Article Written by Ryan Cave with Sunbelt Business Broker of South Florida
Business brokers help clients find a current market for the business, or help them find ways to enhance their position.
Business brokers bring clients pre-approved and pre-qualified buyers.
Business brokers also sometimes fall short, though, allowing their clients — and potential buyers for their client — search for tax help on their own. And sometimes, clients may choose not to sell their business after learning how much they’d net after all fees, commissions and taxes are paid.
As trusted advisors, business brokers can help their clients by partnering with specialists that can help them defer, reduce or even eliminate some taxes when they sell. By partnering with someone who would offer a no-cost consultation, brokers can add a value to the service they provide their clients.
Here are some potential tax strategies clients can take advantage of when they sell their business.
1400z Opportunity Zones
Created as part of the Tax Cuts and Jobs Act of 2017, 1400z Opportunity Zones allow people to defer, reduce and eliminate capital gains taxes. This federal program allows people to separate basis and gain capital.
For example, from a $2 million business sale, the seller can separate the $1 million they invested into the business and the $1 million in profits for tax purposes. Then, they only have to reinvest the gain capital to take advantage of tax benefits, which creates liquidity in the process.
If a seller holds the investment he made with the gain capital for five years, they’ll get their deferred zero basis capital gain stepped up to 10%.
To understand the potential tax benefits more clearly, it’s best to look at an example. Let’s first assume the following factors:
- Capital gains from a business sale of $1 million
- Long-term capital gains tax rate of 23.8%
- State tax of 4%
- Traditional portfolio with a simple annual return of 9%
- A Qualified Opportunity Zone (QOZ) simple annual return of 9%
In a traditional taxable investment, the seller would have to pay the full amount of taxes ($278,000) at the time of sale, leaving them with $722,000 for capital investment. With the QOZ, the seller would have the full $1 million available.
Projecting out the investments to 2027 — when taxes would be due for a QOZ executed in 2020 — the traditional taxable investment would be worth $1,438,630. The QOZ investment, meanwhile would be worth $1,992,563.
Taxes would have to be paid on the QOZ at this point, but they would be reduced by 15%. This means the total tax bill would be only $236,300 compared to the $278,000 for the traditional investment. What’s more, the investment itself would create the liquidity to pay that tax.

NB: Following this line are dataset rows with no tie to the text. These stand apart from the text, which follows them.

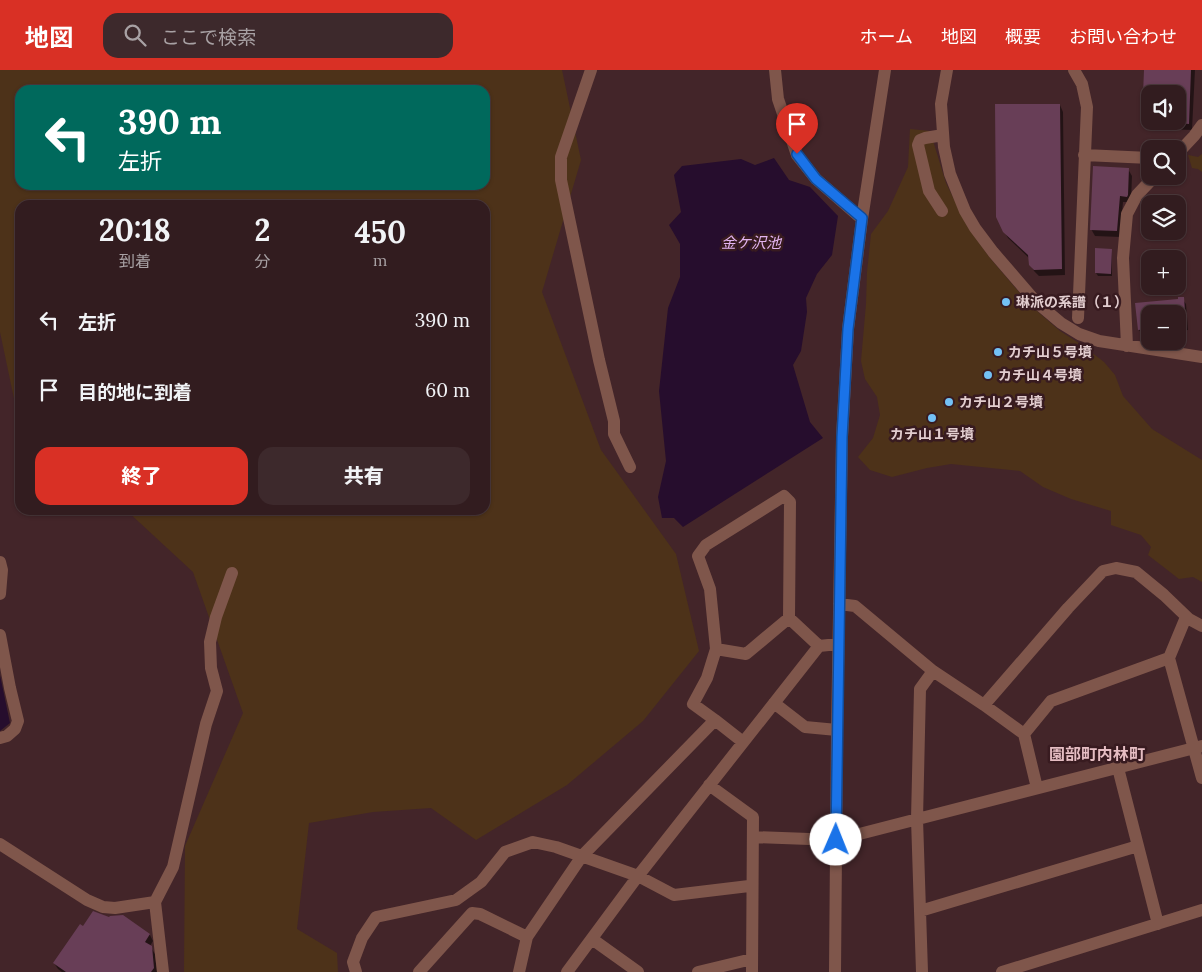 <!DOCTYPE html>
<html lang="ja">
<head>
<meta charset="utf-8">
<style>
  body { margin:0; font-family:Lora,"Noto Sans JP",serif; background:#3d292c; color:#f1f3f6; height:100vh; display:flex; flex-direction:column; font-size:19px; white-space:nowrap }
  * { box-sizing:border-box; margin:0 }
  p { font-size:16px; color:#a8a1a4 }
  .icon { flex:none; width:28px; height:28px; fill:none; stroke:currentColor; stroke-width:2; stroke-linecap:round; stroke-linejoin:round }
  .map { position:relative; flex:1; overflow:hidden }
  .side { position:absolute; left:15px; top:130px; width:475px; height:315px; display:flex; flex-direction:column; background:#321c1f; border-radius:15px; box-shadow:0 1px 4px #0004,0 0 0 1px #4d3a3d }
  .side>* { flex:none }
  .top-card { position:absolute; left:15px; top:15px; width:475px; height:105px; border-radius:15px; box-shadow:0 1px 4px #0004,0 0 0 1px #4d3a3d; background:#00695c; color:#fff; overflow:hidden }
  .fabs { position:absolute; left:1141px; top:15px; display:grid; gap:10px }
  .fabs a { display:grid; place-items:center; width:45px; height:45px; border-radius:10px; background:#321c1f; box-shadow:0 1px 4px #0004,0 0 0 1px #4d3a3d; font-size:25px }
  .pin { position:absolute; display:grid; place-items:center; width:42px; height:42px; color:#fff; margin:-51px -21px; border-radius:50% 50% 50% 0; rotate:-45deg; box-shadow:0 0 5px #0007 }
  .pin .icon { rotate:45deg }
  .me { position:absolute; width:55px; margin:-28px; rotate:1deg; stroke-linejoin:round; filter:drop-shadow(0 0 4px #0008) }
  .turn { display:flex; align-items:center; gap:18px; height:105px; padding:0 20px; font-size:22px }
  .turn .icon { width:65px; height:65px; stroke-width:2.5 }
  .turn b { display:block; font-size:35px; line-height:42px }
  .eta { display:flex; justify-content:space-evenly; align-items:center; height:85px; text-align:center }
  .eta b { font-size:30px; font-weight:800; line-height:35px }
  .primary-button { display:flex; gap:10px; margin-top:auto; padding:10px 20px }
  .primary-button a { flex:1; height:58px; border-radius:15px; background:#d93025; color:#fff; font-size:20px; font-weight:800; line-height:58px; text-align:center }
  .primary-button a+a { background:#3d292c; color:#f1f3f6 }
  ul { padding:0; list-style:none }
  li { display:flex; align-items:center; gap:15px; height:70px; padding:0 20px }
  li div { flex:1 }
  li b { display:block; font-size:19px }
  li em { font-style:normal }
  header { display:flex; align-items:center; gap:30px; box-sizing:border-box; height:70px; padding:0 25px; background:#d93025; color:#fff }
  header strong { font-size:24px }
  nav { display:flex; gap:28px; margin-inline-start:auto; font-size:18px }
  .search { width:350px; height:45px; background:#3d292c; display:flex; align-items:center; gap:12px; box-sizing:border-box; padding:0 18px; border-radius:15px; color:#a8a1a4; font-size:19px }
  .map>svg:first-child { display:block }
  .green { fill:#4d3219; fill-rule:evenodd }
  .water { fill:#260d2d }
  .shadow { fill:#0007 }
  .building { fill:#683e57 }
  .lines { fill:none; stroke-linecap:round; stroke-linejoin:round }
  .minor { stroke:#7f564b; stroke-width:12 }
  .route-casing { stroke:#114b97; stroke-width:12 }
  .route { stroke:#1a73e8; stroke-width:9 }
  .poi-dot { fill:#73c1f5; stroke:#381b20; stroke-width:2 }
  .labels { text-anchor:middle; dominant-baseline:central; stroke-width:5; stroke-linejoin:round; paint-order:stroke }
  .poi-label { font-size:14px; font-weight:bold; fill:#e2cdcf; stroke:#381b20; text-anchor:start }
  .water-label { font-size:15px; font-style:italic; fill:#e2b3f0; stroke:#381b20 }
  .quarter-label { font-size:16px; font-weight:bold; fill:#e6bec3; stroke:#381b20 }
</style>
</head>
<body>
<header>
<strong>地図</strong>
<div class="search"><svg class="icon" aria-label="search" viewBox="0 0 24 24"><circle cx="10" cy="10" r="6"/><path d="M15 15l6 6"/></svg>ここで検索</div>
<nav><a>ホーム</a><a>地図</a><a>概要</a><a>お問い合わせ</a></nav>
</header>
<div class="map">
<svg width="1202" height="902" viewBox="0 0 1202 902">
  <rect width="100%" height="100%" fill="#432529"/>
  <path class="green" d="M0 0H562L581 90 542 222 601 380 676 484 699 581 643 651 567 715 476 770 431 738 373 742 309 753 297 859 337 883 338 902H184L185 776 243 643 193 502 126 440H485V135H20V342L16 338 0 262ZM20 20H485V115H20Z
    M910 59 930 61 946 113 967 156 990 188 1030 235 1060 261 1082 275 1104 292 1115 305 1123 326 1152 359 1202 390V512L1193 507 1179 509 1148 485 1151 477 1141 465 1111 455V441L1071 429 1043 417 1020 401 951 394 927 398 892 407 870 400 858 387 873 368 880 345 877 327 865 309 861 291 866 234 867 202 871 164 888 141 908 97Z
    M1202 84V102L1198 99 1192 98 1188 85 1198 87Z"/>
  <path class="water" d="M774 88 789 110 810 117 838 146 832 185 817 204 806 228 807 242 801 281 793 295 810 352 823 368 683 457 674 448H662L658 427 666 391 659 321 668 238 680 207V174L669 155 681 142 674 105 682 96 741 89 755 95Z
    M0 605 10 653 0 661Z"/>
  <path class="shadow" d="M1146 0H1195L1192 60 1162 59 1159 51H1178V24H1150V36H1148L1144 29Z
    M1060 35 1063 42 1065 205 1039 206 1034 201 1030 194 1029 188 1008 168 1004 161Z
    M1128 99 1132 106 1131 132H1123L1120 167 1095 166 1091 159Z
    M1111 180 1112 183V206H1098L1096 203Z
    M1183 230 1186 234 1188 260 1178 261V244H1150V264H1142L1139 260 1136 234Z
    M123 846 150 865 153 871 150 876 155 884 157 902H62L58 899 54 893 83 857 110 848Z"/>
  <path class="building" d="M1144 0H1191L1189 54 1178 53V24H1143Z
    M995 34H1060L1062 199 1034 200 1029 195 1028 185 1003 162 996 147Z
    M1093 96 1129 98 1128 125 1127 127 1120 126 1117 161 1090 160Z
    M1095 178 1112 179 1111 204 1095 203Z
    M1178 227H1184L1186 256 1178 257V244H1150V259L1138 260 1135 233 1178 229Z
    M93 841 109 847 110 846 123 845 150 864 145 872 152 876 154 898 151 902H66L53 893 80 854 83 856Z"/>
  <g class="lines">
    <path class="minor" d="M591 0 561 87V110L599 290 614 351V364L630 397
      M775 0 778 29 797 85 816 109 862 149
      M947 0 941 34 944 77 950 104 965 141 975 158 993 182 1036 232 1061 253 1079 264 1099 271 1202 287
      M1074 0 1082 14 1087 37 1078 248
      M1178 83 1194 66 1202 55
      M1084 85 1150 88
      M942 141 929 121 918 75 920 70 925 68 943 65
      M1127 276 1123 188 1127 144 1137 125 1155 106
      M0 492 2 500 0 524
      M839 534 855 536 933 601 984 635 1024 664 1037 718
      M0 565 10 618 18 651 15 659 7 666 0 668
      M716 579 746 584 789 548
      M1169 588 1202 708
      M774 633 805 657 837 660
      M984 635 1068 538 1103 501 1116 498 1136 502 1164 525 1189 549 1202 556
      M715 650 743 672
      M1024 664 1051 631 1169 588 1186 547
      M1118 698 1158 854
      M709 715 753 747 752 902
      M753 767 836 770 1202 676
      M0 774 87 830 103 837 115 838 155 832
      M920 841 1138 776
      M592 869 638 902
      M163 902 155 832 173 797 206 654 217 621 211 598 210 572 216 547 232 503
      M356 902 353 892 362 868 376 847 456 830 481 812 505 782 533 772 556 777 638 806 674 825 749 816
      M419 902 472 843 480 844 527 867
      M519 902 527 867 582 786 715 650 693 634 707 608 716 579 710 519 698 486 706 475 784 426 790 432 789 548 819 576
      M567 902 638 806 819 576 838 574
      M698 902 752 889
      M835 902 837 660 842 367 848 259 862 149 885 0
      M922 902 917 749 920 619 933 601
      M1002 902 1202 840"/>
  </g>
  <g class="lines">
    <g class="route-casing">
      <path id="route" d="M797 84 816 109 862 148 848 259 842 367 836 770"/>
    </g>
    <use href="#route" class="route"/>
  </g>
  <g class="poi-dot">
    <circle cx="1006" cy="232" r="5"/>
    <circle cx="998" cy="282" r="5"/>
    <circle cx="988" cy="305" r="5"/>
    <circle cx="949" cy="332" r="5"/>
    <circle cx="932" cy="348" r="5"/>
  </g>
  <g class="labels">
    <g class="poi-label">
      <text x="1016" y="232">琳派の系譜（１）</text>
      <text x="1008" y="282">カチ山５号墳</text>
      <text x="998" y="305">カチ山４号墳</text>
      <text x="959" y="332">カチ山２号墳</text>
      <text x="932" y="364" text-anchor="middle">カチ山１号墳</text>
    </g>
    <g class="water-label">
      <text x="751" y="172">金ケ沢池</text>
    </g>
    <g class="quarter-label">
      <text x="1097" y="684">園部町内林町</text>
    </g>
  </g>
</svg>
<div class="fabs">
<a><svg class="icon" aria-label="sound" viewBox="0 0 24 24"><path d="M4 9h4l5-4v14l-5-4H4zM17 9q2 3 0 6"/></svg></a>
<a><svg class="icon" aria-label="search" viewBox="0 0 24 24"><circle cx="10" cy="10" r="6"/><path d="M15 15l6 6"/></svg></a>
<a><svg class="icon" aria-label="layers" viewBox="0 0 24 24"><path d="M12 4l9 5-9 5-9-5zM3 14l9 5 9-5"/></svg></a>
<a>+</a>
<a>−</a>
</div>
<div class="pin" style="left:797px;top:84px;background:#d93025"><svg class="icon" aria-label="arrive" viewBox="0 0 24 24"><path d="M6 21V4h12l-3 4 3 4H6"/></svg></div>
<svg class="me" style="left:836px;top:770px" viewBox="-20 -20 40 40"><circle r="19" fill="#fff"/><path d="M0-13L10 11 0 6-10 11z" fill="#1a73e8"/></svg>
<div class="top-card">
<div class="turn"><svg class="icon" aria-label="left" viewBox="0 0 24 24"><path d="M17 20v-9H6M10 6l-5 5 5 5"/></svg><div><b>390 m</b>左折</div></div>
</div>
<section class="side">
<div class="eta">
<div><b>20:18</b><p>到着</p></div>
<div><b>2</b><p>分</p></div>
<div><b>450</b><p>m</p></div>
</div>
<ul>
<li><svg class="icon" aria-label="left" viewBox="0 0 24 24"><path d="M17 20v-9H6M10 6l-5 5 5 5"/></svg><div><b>左折</b></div><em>390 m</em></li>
<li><svg class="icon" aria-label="arrive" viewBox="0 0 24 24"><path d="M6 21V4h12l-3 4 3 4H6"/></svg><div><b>目的地に到着</b></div><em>60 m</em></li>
</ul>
<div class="primary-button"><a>終了</a><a>共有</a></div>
</section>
</div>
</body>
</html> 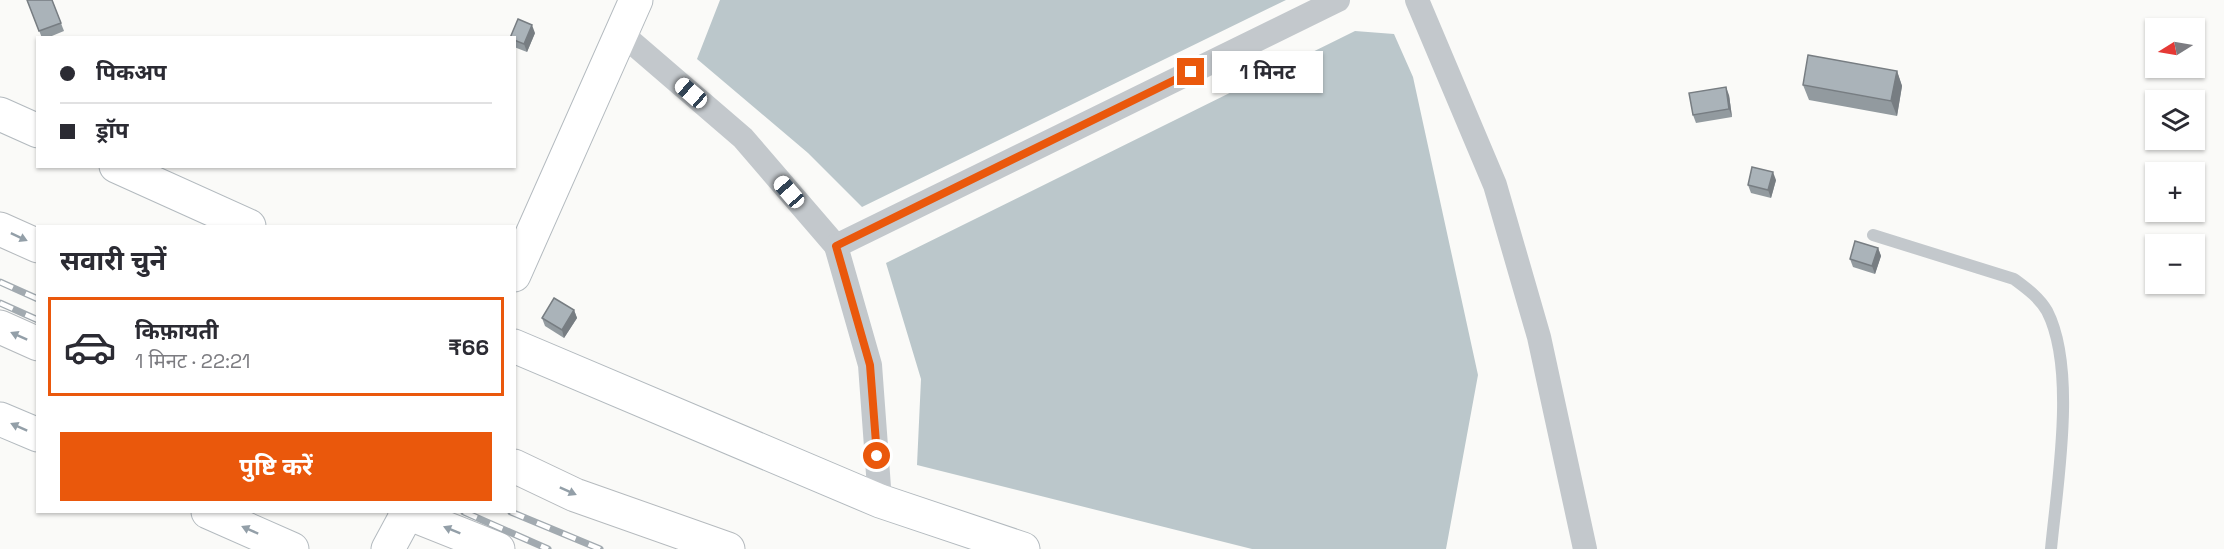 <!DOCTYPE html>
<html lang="hi">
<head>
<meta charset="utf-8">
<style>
	:root { --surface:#fff; --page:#f7f7f7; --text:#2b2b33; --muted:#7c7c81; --line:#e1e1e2; --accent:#ea580c }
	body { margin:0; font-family:"Space Grotesk","Noto Sans Devanagari",sans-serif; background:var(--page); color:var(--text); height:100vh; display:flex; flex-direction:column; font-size:22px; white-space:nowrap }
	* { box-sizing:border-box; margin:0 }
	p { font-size:20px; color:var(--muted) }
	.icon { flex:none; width:33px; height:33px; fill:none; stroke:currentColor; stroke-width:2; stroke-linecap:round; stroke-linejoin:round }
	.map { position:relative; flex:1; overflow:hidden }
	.panel { position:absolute; left:36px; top:225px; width:480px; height:288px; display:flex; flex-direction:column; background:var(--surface); border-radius:0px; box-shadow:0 2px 4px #0004 }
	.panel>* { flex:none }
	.hud { position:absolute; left:36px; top:36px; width:480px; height:132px; border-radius:0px; box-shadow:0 2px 4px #0004; display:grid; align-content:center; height:132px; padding:0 24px; background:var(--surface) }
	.needle { width:39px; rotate:259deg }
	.controls { position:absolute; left:2145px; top:18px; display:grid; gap:12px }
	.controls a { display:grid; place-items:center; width:60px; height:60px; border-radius:0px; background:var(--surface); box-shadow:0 2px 4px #0004; font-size:30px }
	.end { position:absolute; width:27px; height:27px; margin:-14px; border:8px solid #ea580c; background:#fff; box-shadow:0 0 0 3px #fff }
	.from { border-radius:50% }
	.bubble { position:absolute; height:42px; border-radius:0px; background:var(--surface); box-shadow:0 2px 4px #0004; font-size:20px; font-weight:700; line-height:42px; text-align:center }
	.car { position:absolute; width:18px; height:36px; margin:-18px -9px; border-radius:8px; box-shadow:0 0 4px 2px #0007; background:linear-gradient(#fff 24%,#345 0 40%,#fff 0 76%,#345 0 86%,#fff 0) }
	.hud b { display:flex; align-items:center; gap:21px; height:57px; font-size:22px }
	.hud b+b { border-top:2px solid var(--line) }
	.hud i { width:15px; height:15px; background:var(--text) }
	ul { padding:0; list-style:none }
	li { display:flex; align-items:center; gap:18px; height:99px; margin:0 12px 9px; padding:0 12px; border:3px solid transparent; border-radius:0px }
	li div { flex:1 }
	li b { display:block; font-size:22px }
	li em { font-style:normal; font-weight:700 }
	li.active { border-color:var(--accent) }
	li>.icon { width:54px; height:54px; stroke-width:1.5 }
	h2 { padding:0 24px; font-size:27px; line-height:72px }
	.button { display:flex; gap:12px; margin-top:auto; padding:12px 24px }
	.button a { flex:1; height:69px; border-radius:0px; background:var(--accent); color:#fff; font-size:24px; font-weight:700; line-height:69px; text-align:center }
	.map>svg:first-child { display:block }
	.water { fill:#bbc7cb }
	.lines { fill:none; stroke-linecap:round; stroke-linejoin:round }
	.secondary-casing { stroke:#b3babf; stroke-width:35 }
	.primary-casing { stroke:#b5babe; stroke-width:35 }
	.lane { stroke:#c3c8cc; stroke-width:12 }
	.street { stroke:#c3c8cc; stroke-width:24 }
	.secondary { stroke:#fff; stroke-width:33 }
	.primary { stroke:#fff; stroke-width:33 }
	.rail-casing { stroke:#a2aab0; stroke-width:7 }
	.rail { stroke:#fff; stroke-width:4.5; stroke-dasharray:14; stroke-linecap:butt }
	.wall { fill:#929a9f }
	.shaded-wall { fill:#777d82 }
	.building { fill:#aab3b9; stroke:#777d82; stroke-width:1.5 }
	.oneway { fill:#939fa8 }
	.route { stroke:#ea580c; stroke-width:8 }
</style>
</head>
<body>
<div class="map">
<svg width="2224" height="549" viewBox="0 0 2224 549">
	<rect width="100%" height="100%" fill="#fafaf8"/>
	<g class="water">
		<path d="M 720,0 L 1286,0 L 862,207 L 808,153 L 697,59 Z"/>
		<path d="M 1355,31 L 1394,34 L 1413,77 L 1478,375 L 1446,549 L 1252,549 L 917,465 L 921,379 L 886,263 Z"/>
	</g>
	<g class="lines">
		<defs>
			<g id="secondary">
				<path d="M 0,114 L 38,131"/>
				<path d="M 116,166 L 249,226"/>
				<path d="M 514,275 L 636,0"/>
				<path d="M 514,346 L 880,501 L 1023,549"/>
				<path d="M 0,419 L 38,435"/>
				<path d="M 208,512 L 292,549"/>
				<path d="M 388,549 L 408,512"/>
			</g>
			<g id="primary">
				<path d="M 0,229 L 38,246"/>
				<path d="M 0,327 L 38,344"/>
				<path d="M 514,466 L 575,495 L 728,549"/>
				<path d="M 405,512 L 498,549"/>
			</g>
		</defs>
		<use href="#secondary" class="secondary-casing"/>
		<use href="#primary" class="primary-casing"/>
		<path class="lane" d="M 1873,235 L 2014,279 C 2026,288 2039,297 2047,311 C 2077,369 2057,485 2051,549"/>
		<g class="street">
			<path d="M 1417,0 L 1495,185 L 1539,337 L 1585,549"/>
			<path d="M 621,33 L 743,138 L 836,246 L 1338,0"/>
			<path d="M 836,246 L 870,365 L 880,501"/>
		</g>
		<use href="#secondary" class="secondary"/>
		<use href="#primary" class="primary"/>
		<defs>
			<g id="rail">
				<path d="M 0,282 L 38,299"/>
				<path d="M 0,303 L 38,320"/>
				<path d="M 464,512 L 548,549"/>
				<path d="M 511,512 L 600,549"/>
			</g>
		</defs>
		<use href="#rail" class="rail-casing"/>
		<use href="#rail" class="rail"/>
	</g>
	<g class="wall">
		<path d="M 27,0 L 52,0 L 64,31 L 47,38 L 42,38 Z"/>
		<path d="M 535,33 L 527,52 L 514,47 L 514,38 Z"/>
		<path d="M 1897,71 L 1902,86 L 1897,116 L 1809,100 L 1803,85 Z"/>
		<path d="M 1729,95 L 1732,117 L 1696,123 L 1693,115 Z"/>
		<path d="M 1776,180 L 1771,198 L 1751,193 L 1748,185 Z"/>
		<path d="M 1878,248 L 1881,256 L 1875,274 L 1853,267 L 1850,259 Z"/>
		<path d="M 574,310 L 577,318 L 564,338 L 545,326 L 542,318 Z"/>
	</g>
	<g class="shaded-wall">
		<path d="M 532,25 L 535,33 L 527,52 L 524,44 Z"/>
		<path d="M 1897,71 L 1902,86 L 1897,116 L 1891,101 Z"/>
		<path d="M 1726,87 L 1729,95 L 1732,117 L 1729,109 Z"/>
		<path d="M 1773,172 L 1776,180 L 1771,198 L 1768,190 Z"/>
		<path d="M 1878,248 L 1881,256 L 1875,274 L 1872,266 Z"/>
		<path d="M 574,310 L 577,318 L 564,338 L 562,330 Z"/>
	</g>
	<g class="building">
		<path d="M 27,0 L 52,0 L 61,23 L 39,31 Z"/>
		<path d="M 518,19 L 532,25 L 524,44 L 514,40 L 514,38 L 510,38 Z"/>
		<path d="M 1808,55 L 1897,71 L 1891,101 L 1803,85 Z"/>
		<path d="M 1726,87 L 1729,109 L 1693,115 L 1689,93 Z"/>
		<path d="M 1752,167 L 1773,172 L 1768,190 L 1748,185 Z"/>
		<path d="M 1855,241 L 1878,248 L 1872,266 L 1850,259 Z"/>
		<path d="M 554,298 L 574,310 L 562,330 L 542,318 Z"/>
	</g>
	<defs><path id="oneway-solid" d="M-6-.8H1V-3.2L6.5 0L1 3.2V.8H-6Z" transform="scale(1.5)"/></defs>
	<g class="oneway">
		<use href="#oneway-solid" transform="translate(19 237) rotate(25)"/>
		<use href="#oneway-solid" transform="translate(19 336) rotate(-156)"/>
		<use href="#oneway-solid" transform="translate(19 427) rotate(-156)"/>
		<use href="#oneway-solid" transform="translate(568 491) rotate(24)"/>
		<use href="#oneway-solid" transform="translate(250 530) rotate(-156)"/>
		<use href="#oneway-solid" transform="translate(452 530) rotate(-158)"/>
	</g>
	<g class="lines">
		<path class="route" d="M 877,456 L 870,365 L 836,246 L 1191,72"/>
	</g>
</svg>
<div class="controls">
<a><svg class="needle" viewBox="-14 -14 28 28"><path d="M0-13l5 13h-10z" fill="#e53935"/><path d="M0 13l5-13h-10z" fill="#7c7c81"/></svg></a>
<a><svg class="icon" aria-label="layers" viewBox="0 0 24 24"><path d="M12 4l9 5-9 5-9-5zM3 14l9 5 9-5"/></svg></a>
<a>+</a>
<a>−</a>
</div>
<i class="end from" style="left:877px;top:456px"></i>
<i class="end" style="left:1191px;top:72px"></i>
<div class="bubble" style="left:1212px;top:51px;width:111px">1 मिनट</div>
<i class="car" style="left:691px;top:93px;rotate:311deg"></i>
<i class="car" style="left:789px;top:192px;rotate:319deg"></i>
<div class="hud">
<b><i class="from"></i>पिकअप</b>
<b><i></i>ड्रॉप</b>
</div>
<section class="panel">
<h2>सवारी चुनें</h2>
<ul>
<li class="active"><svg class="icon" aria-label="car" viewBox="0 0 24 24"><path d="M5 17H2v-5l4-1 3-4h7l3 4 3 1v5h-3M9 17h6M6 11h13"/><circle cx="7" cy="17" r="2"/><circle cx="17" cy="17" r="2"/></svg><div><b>किफ़ायती</b><p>1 मिनट · 22:21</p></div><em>₹66</em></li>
</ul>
<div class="button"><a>पुष्टि करें</a></div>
</section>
</div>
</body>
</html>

Projecting this example out to 2030 — the maximum holding period for a QOZ of 10 years — the traditional investment would be worth $1,863,068. After paying taxes that totaled $317,217 at the time of sale, the net would be $1,545,851. And, in the end, the total tax paid on this traditional investment would be $595,217 — based on the tax paid at the time the business was sold and the tax paid now when the investment is sold.
By comparison, the QOZ investment would be worth $2,580,426 when it was sold in 2030 — and no new taxes would be due. In all, the difference in two investment strategies would be a whopping $1.03 million.
Delaware Statutory Trust (DST)
Formed in Delaware law in 2004, the DST can be used as an exchange in a 1031 replacement. This can be extremely profitable for people who are selling physical real estate and don’t want to go into another active real estate investment.
They can instead opt for a passive real estate investment that meets the 1031 exchange requirements, deferring capital gains tax in the process.
The DST is a great way to acquire a potentially high-quality property by pooling your money with other investors. It’s also great for estate planning, as your heirs can sell this real estate investment and pay no taxes under today’s tax laws. Further, this passive investment means you can reap all the financial benefits of owning real estate without having to worry about the nitty-gritty of property management.
This tax strategy under Section 453 involves the disposition of a property or business interest where at least one payment is received by the seller after the tax year in which the disposition occurs.
In this case, a seller would decide they wouldn’t need access to all the proceeds from the sale of their business, so they’d stretch out those payments for tax purposes. As these proceeds are distributed to the seller, they’re taxed before being disbursed.
The key to this tax strategy is a plan must be put in place before the business closing. That’s because contract language must be set at properly at the time of sale.
Essentially, the seller will sell the asset to an intermediary at fair market value. The dealer then sells that asset to the buyer at that same value. The seller will obtain a loan from a third-party lender equal to 95% of the net sales proceeds.
The seller and dealer make loan payments on their respective notes. The dealer’s installment payments fund the seller’s payment on a limited recourse loan, meaning the dollars become washed.
While the seller defers the tax on the sale, inflation during the contract terms acts in the seller’s favor, allowing them to pay the future tax bill in depreciated dollars.
The Broker Can Add Value for Their Clients
Business brokers today can add value to their clients by doing more than determining valuation and bringing qualified buyers. They can partner with specialists who can help their clients prepare for life after the sale by putting them in the best tax situation possible.